BEGIN

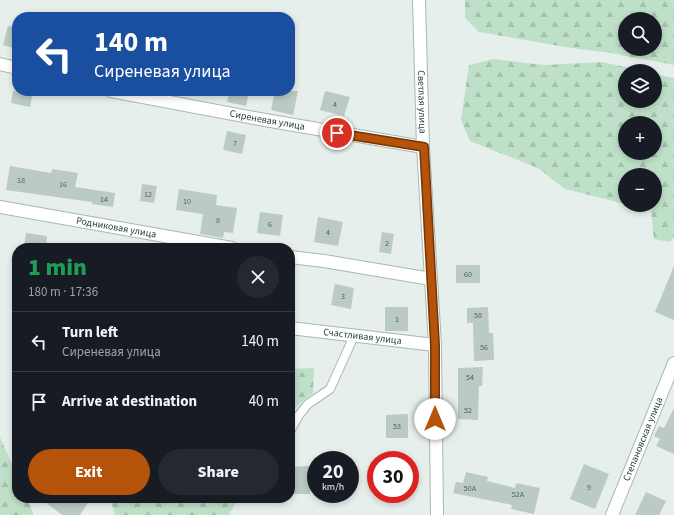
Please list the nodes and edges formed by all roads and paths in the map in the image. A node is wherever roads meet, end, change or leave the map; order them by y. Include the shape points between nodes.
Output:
1 (419, 0) edge
2 (0, 64) edge
3 (12, 67) edge
4 (138, 96) edge
5 (424, 147) junction
6 (0, 207) edge
7 (204, 243) edge
8 (295, 258) edge
9 (431, 279) junction
10 (295, 329) edge
11 (354, 336) junction
12 (435, 345) junction
13 (674, 363) edge
14 (295, 422) edge
15 (437, 515) edge
16 (612, 515) edge

1 - 5 street, Светлая улица
2 - 3 street
4 - 5 street, Сиреневая улица
5 - 9 street, Светлая улица
6 - 7 street, Родниковая улица
8 - 9 street
9 - 12 street, Светлая улица
10 - 11 street, Счастливая улица
11 - 12 street, Счастливая улица
11 - 14 lane via 330,389 308,404
12 - 15 street, Светлая улица
13 - 16 street, Степановская улица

END

Task to carry out: Output the entries exactly and keep every picture out of them.

Response to this exercise:
Please list the nodes and edges formed by all roads and paths in the map in the image. A node is wherever roads meet, end, change or leave the map; order them by y. Include the shape points between nodes.
Output:
1 (419, 0) edge
2 (0, 64) edge
3 (12, 67) edge
4 (138, 96) edge
5 (424, 147) junction
6 (0, 207) edge
7 (204, 243) edge
8 (295, 258) edge
9 (431, 279) junction
10 (295, 329) edge
11 (354, 336) junction
12 (435, 345) junction
13 (674, 363) edge
14 (295, 422) edge
15 (437, 515) edge
16 (612, 515) edge

1 - 5 street, Светлая улица
2 - 3 street
4 - 5 street, Сиреневая улица
5 - 9 street, Светлая улица
6 - 7 street, Родниковая улица
8 - 9 street
9 - 12 street, Светлая улица
10 - 11 street, Счастливая улица
11 - 12 street, Счастливая улица
11 - 14 lane via 330,389 308,404
12 - 15 street, Светлая улица
13 - 16 street, Степановская улица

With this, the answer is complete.